Often, this issue is placed in the “too difficult” basket regarding designing a system that’s practical and timely. This creates an illusion of impossibility in managing these situations, which then often amounts to ongoing attempts to extricate until the patient is freed or dead.

The decision has to be made by an EMS physician at the point when the individual’s life is in imminent danger. Amputation is an acceptable risk, particularly if paramedics think more like clinicians than technicians and are able to improvise in unusual circumstances.

Most requests to amputate in the field involve an extremity, usually fingers or hands stuck in farming equipment or an industrial device of some kind. This call, however, was a bit different. It not only happened 20 feet in the air with an inverted patient, but it was a 45-minute emergency response away. Additionally, the lack of the equipment to perform the procedure wasn’t ideal.

In considering equipment purchase and guideline development, there are two distinctly different circumstances that should be considered. The first situation is the stable patient who requires a careful extrication by surgical amputation because traditional methods of extrication aren’t possible or practical.
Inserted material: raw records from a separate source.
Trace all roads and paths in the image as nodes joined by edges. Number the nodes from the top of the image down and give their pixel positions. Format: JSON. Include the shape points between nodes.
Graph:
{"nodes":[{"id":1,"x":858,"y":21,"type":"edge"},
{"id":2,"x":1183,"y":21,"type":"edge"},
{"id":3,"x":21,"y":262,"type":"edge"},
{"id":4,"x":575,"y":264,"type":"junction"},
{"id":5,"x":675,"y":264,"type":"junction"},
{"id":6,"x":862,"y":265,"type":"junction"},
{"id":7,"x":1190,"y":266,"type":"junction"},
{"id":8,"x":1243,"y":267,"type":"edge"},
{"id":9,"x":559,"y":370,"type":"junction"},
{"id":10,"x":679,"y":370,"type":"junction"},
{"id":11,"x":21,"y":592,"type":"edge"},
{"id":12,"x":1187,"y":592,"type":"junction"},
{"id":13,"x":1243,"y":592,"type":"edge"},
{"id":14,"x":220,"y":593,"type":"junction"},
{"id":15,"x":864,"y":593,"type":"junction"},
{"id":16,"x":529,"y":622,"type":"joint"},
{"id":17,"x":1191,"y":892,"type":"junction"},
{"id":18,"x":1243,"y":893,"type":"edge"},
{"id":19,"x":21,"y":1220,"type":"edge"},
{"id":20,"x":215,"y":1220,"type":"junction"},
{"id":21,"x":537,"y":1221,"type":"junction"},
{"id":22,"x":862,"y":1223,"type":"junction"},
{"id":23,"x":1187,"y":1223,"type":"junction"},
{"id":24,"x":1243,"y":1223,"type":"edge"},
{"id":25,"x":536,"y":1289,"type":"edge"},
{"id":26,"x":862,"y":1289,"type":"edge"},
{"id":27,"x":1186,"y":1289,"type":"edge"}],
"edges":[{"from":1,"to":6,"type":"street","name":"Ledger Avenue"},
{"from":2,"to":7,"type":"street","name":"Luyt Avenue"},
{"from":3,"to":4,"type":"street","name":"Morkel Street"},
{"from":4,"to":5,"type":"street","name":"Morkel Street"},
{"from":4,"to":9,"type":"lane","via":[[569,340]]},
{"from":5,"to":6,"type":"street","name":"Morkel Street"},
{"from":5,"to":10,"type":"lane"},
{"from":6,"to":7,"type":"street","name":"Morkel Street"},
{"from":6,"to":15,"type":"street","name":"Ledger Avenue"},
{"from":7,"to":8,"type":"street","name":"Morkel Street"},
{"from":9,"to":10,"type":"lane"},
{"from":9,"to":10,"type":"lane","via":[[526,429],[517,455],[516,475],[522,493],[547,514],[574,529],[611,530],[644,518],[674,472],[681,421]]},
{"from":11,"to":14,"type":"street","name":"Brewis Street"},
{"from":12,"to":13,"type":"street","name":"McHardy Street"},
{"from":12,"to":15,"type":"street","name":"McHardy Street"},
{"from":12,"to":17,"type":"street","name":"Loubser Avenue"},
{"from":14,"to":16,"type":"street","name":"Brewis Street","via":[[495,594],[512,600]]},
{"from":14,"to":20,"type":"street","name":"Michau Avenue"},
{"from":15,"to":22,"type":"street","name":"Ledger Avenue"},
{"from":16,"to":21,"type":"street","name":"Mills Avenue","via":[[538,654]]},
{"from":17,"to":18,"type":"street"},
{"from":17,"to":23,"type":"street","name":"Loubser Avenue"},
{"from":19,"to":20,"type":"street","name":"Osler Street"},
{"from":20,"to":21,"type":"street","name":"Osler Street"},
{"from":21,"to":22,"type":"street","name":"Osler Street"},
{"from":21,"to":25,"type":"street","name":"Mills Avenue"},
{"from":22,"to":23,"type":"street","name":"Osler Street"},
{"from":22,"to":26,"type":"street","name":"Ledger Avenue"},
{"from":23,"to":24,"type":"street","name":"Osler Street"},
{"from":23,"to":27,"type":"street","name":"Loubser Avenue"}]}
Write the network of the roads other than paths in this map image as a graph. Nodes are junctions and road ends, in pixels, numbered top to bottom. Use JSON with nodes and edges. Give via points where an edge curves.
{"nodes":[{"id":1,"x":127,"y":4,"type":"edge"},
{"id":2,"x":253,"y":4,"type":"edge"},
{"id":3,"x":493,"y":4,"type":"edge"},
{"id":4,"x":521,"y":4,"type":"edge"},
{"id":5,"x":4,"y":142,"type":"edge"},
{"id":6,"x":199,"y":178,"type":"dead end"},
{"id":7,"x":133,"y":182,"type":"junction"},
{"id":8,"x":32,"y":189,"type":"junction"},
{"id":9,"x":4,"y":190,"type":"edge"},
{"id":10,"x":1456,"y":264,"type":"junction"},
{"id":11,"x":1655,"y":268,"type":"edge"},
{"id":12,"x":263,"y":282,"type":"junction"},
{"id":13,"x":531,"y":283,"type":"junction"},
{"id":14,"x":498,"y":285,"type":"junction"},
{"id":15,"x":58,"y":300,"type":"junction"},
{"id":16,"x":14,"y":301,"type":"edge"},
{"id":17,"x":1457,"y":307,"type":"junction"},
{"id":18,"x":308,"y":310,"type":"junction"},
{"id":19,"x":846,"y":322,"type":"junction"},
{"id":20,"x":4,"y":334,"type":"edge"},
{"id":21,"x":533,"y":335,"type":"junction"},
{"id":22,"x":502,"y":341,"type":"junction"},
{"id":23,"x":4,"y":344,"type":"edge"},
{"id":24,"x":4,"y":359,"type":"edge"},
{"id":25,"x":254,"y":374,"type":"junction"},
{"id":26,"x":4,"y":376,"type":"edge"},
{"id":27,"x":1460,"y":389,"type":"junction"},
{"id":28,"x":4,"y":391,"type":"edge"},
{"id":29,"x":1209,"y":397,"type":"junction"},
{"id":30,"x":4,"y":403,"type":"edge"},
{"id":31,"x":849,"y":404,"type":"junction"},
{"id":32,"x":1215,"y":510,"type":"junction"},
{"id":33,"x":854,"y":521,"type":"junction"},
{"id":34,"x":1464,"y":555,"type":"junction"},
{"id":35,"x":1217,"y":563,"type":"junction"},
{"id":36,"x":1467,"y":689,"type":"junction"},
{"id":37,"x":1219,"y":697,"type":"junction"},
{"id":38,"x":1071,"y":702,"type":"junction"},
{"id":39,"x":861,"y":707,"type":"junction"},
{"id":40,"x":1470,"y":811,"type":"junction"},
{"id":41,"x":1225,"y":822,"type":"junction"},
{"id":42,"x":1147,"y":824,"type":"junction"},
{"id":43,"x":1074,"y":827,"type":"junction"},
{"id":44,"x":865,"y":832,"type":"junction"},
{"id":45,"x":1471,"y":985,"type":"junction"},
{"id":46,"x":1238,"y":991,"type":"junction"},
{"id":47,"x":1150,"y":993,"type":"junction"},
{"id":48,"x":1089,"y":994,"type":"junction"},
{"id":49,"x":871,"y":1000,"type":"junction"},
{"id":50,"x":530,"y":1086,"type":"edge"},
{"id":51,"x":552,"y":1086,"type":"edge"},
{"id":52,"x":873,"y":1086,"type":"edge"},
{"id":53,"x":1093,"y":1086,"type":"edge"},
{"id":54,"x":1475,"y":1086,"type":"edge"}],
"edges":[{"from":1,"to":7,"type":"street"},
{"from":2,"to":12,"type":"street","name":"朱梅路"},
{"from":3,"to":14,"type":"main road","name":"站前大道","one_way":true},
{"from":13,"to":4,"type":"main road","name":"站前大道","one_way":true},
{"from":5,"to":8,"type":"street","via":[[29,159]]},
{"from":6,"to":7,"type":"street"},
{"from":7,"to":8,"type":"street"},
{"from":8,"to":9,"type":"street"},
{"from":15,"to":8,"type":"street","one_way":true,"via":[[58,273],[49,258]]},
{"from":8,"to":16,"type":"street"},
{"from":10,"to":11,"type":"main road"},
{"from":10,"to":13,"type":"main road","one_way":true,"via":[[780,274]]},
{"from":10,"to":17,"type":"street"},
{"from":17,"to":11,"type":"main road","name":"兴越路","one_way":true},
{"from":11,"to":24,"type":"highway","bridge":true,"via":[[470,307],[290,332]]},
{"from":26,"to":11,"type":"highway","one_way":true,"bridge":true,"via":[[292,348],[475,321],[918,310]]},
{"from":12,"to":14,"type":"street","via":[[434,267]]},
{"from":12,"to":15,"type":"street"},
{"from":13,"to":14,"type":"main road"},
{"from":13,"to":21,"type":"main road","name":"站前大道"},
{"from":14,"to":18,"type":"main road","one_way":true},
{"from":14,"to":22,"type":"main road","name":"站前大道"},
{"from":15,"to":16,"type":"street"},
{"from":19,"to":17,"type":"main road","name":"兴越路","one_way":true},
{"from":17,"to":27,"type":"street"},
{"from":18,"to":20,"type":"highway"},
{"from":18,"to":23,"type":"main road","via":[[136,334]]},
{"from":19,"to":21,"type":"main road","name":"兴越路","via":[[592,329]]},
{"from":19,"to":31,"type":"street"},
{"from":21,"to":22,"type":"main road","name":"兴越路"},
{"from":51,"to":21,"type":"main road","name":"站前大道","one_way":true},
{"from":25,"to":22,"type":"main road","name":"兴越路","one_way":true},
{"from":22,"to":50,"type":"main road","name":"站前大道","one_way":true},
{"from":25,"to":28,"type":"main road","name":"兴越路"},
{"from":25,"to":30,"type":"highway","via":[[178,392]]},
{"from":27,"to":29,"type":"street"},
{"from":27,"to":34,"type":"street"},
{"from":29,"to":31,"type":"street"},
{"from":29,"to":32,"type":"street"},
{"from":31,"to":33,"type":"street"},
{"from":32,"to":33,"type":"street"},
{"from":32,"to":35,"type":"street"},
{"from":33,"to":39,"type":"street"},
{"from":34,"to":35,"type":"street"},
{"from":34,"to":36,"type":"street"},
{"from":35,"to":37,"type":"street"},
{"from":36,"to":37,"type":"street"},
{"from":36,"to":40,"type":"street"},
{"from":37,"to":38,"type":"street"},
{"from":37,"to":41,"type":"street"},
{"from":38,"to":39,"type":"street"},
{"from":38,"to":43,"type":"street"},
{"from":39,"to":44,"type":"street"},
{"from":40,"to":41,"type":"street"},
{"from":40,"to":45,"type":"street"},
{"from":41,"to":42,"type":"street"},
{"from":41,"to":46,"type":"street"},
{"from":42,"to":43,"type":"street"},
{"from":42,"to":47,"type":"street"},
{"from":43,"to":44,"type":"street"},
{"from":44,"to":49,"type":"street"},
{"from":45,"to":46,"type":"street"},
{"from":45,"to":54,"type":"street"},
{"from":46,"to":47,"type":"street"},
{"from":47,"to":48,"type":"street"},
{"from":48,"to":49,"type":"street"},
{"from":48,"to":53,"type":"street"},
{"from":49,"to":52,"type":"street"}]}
To address this need, there are commercially available field amputation kits available with various supplies, which include tourniquets, sterile drapes, betadine, a bone saw and other assorted instruments. This is an appropriate kit for the circumstance when you’ve developed a physician field amputation guideline that requires an EMS physician, EM physician, or trauma surgeon to respond to the scene and perform the procedure.

The second situation has an immediate need for the patient to be extricated because attempts to stabilize have failed and there’s imminent risk of death. This situation may require the addition of a sturdy scalpel, Gigli saw to cut bone, and a set of Kelly forceps to create a tunnel under the bone for passage of the saw. The other items needed should be readily available on any ambulance these days, including tourniquets, hemostatic dressings, trauma dressings and elastic bandages. Beyond the equipment, this situation requires either the ability to have a field EMS physician immediately available or a small cadre of senior paramedics who are trained to perform the procedure with online EMS physician support.

Conclusion

A field amputation, while extremely rare, is a situation that is better addressed by carefully thought out guidelines, training, and equipment purchases. This situation was a clearly improvised amputation in austere conditions which turned out well because of the excellence in care received from the fire department first responders, the paramedic crew on scene, the HEMS team and trauma center. It isn’t acceptable to allow patients like this to bleed to death because there’s no mechanism to address the need for amputation.

Reference

1. Kampen KE, Krohmer JR, Jones JS, et al. In-field extremity amputation: Prevalence and protocols in emergency medical services. Prehosp Disaster Med. 1996;11(1):63-66.